• What needs to be done
Could you set down every entry exactly as it stands, without the images?

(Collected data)
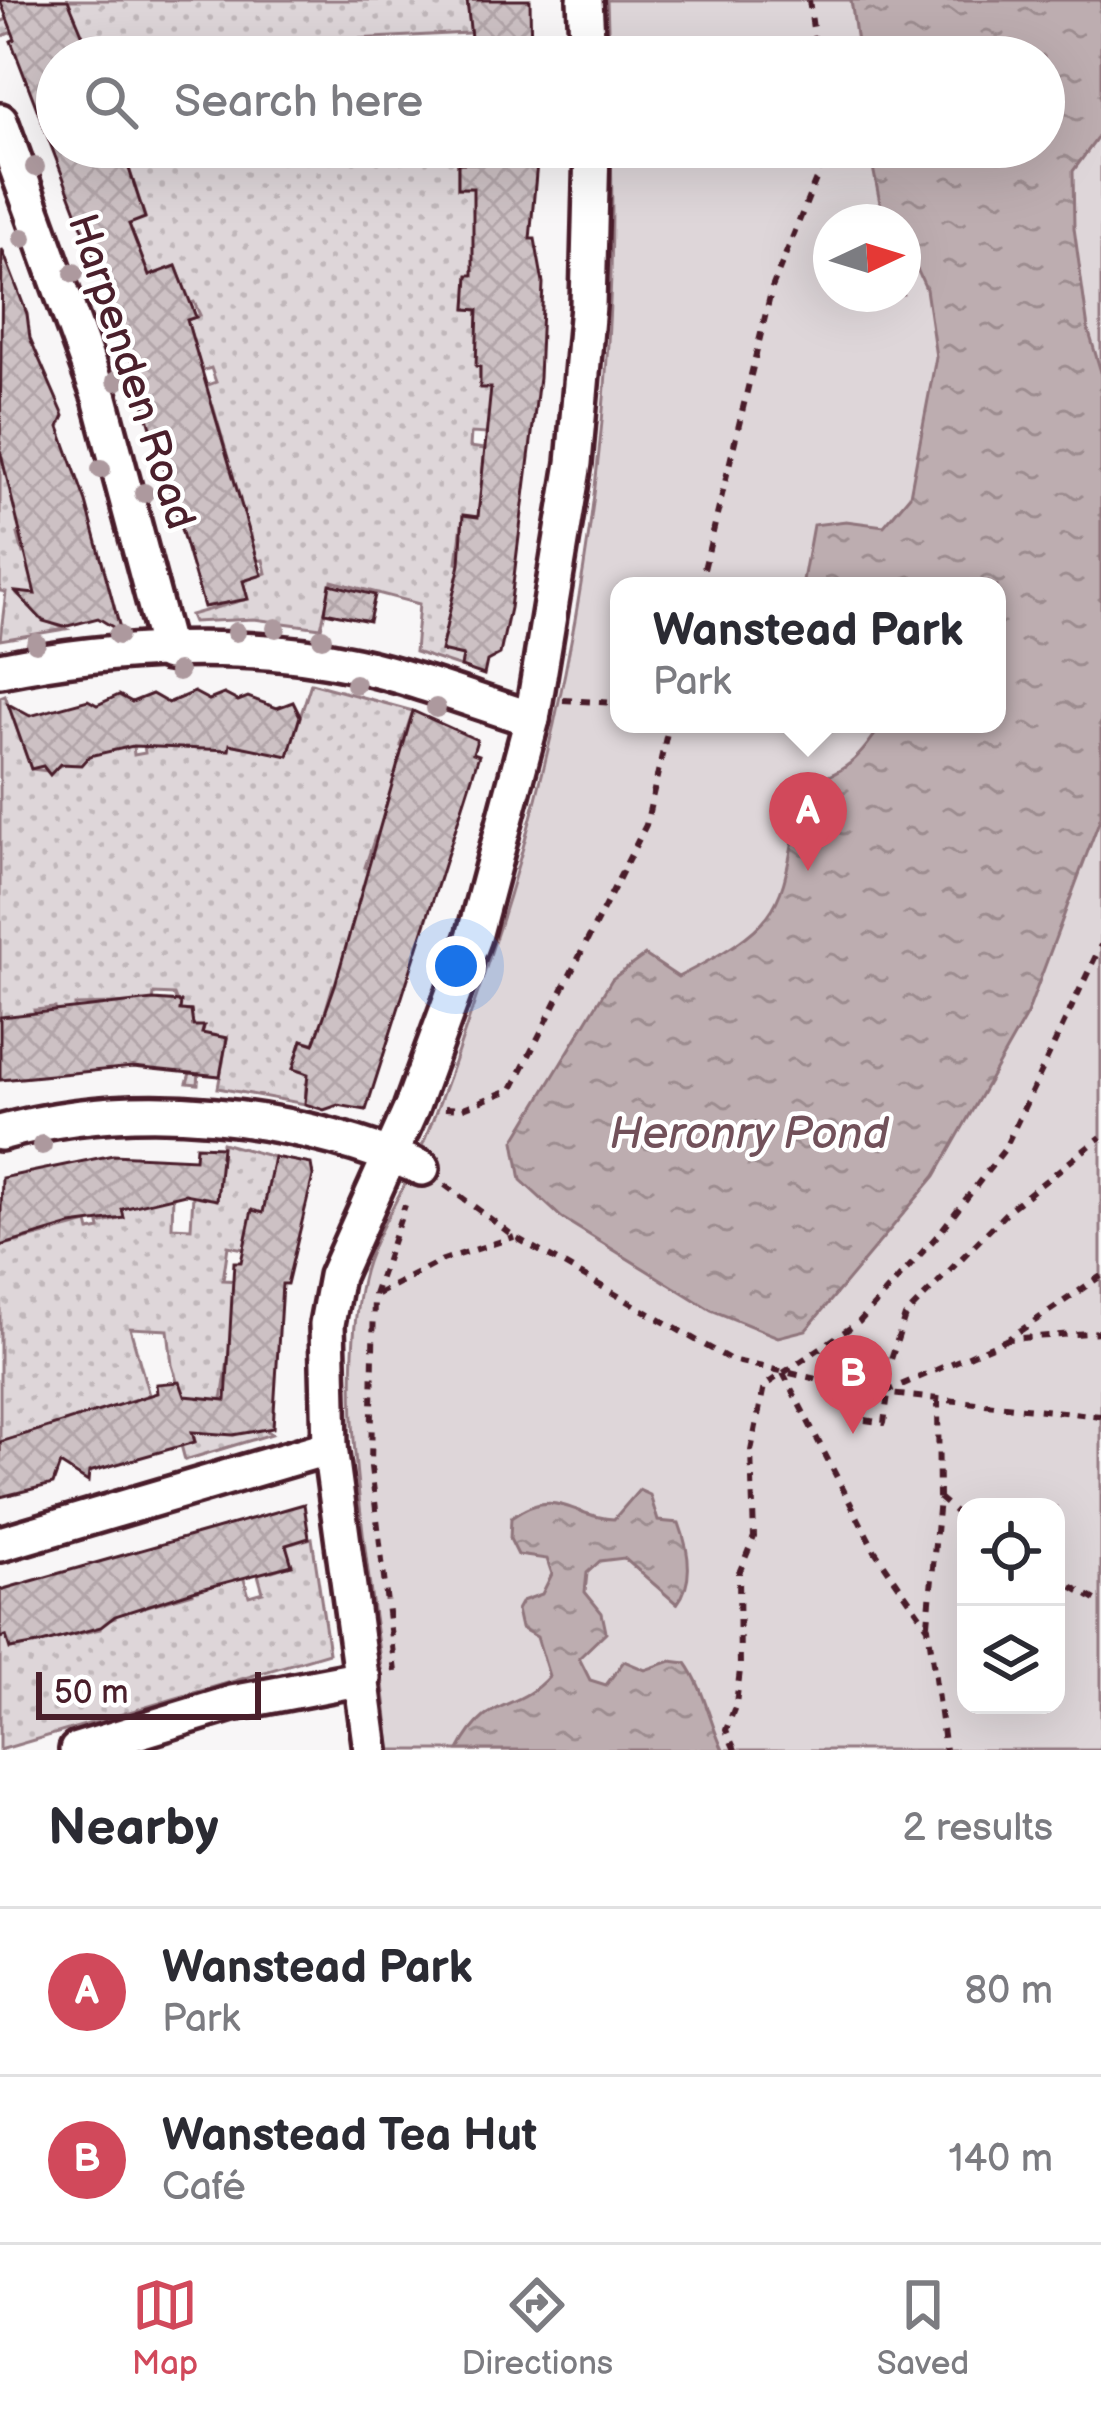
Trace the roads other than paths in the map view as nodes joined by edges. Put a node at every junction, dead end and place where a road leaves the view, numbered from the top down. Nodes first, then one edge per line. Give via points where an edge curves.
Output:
1 (585, 0) edge
2 (587, 36) edge
3 (0, 121) edge
4 (591, 168) edge
5 (168, 652) junction
6 (0, 670) edge
7 (534, 706) junction
8 (0, 1133) edge
9 (407, 1173) junction
10 (329, 1447) junction
11 (0, 1544) edge
12 (379, 1679) junction
13 (77, 1750) edge
14 (370, 1750) edge

1 - 2 street
3 - 5 street, Harpenden Road via 100,398
4 - 7 street via 574,463
5 - 6 street
5 - 7 street via 277,652
7 - 9 street via 474,937 412,1109
8 - 9 street via 62,1116 180,1111 271,1126
9 - 10 street via 336,1276 324,1363
10 - 11 street
10 - 12 street
12 - 13 street via 232,1703
12 - 14 street

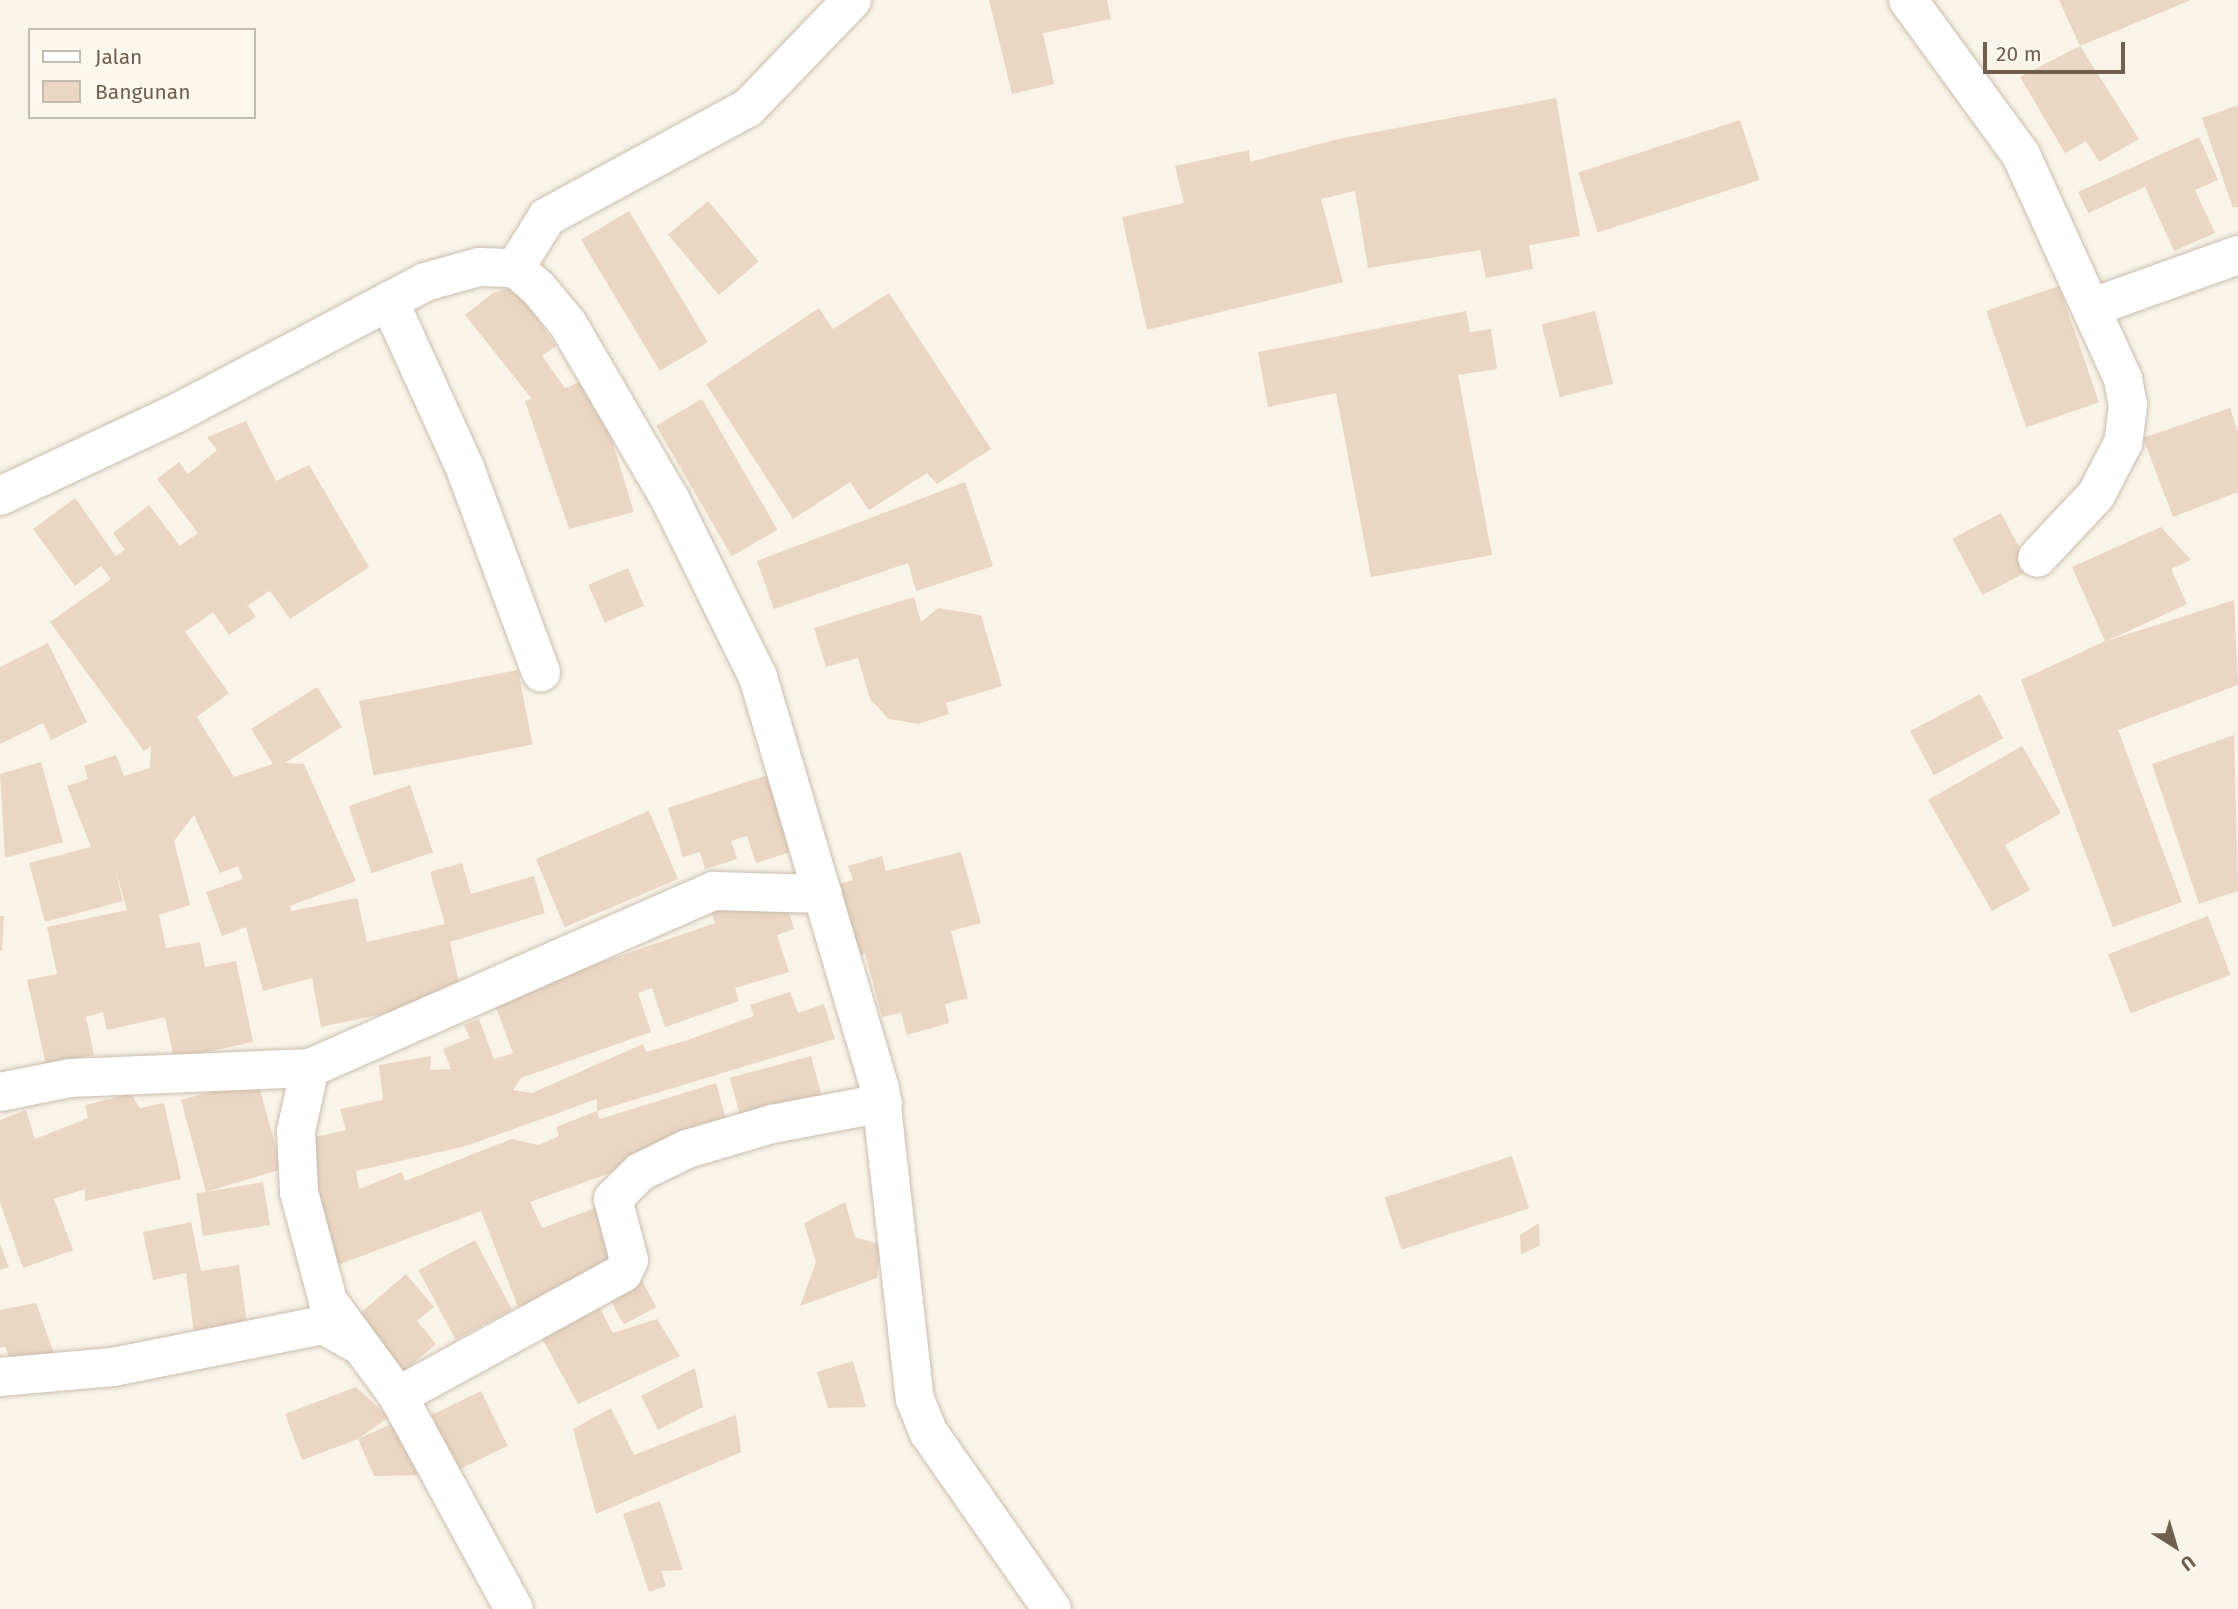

• Worked solution
Trace the roads other than paths in the map view as nodes joined by edges. Put a node at every junction, dead end and place where a road leaves the view, numbered from the top down. Nodes first, then one edge per line. Give via points where an edge curves.
Output:
1 (585, 0) edge
2 (587, 36) edge
3 (0, 121) edge
4 (591, 168) edge
5 (168, 652) junction
6 (0, 670) edge
7 (534, 706) junction
8 (0, 1133) edge
9 (407, 1173) junction
10 (329, 1447) junction
11 (0, 1544) edge
12 (379, 1679) junction
13 (77, 1750) edge
14 (370, 1750) edge

1 - 2 street
3 - 5 street, Harpenden Road via 100,398
4 - 7 street via 574,463
5 - 6 street
5 - 7 street via 277,652
7 - 9 street via 474,937 412,1109
8 - 9 street via 62,1116 180,1111 271,1126
9 - 10 street via 336,1276 324,1363
10 - 11 street
10 - 12 street
12 - 13 street via 232,1703
12 - 14 street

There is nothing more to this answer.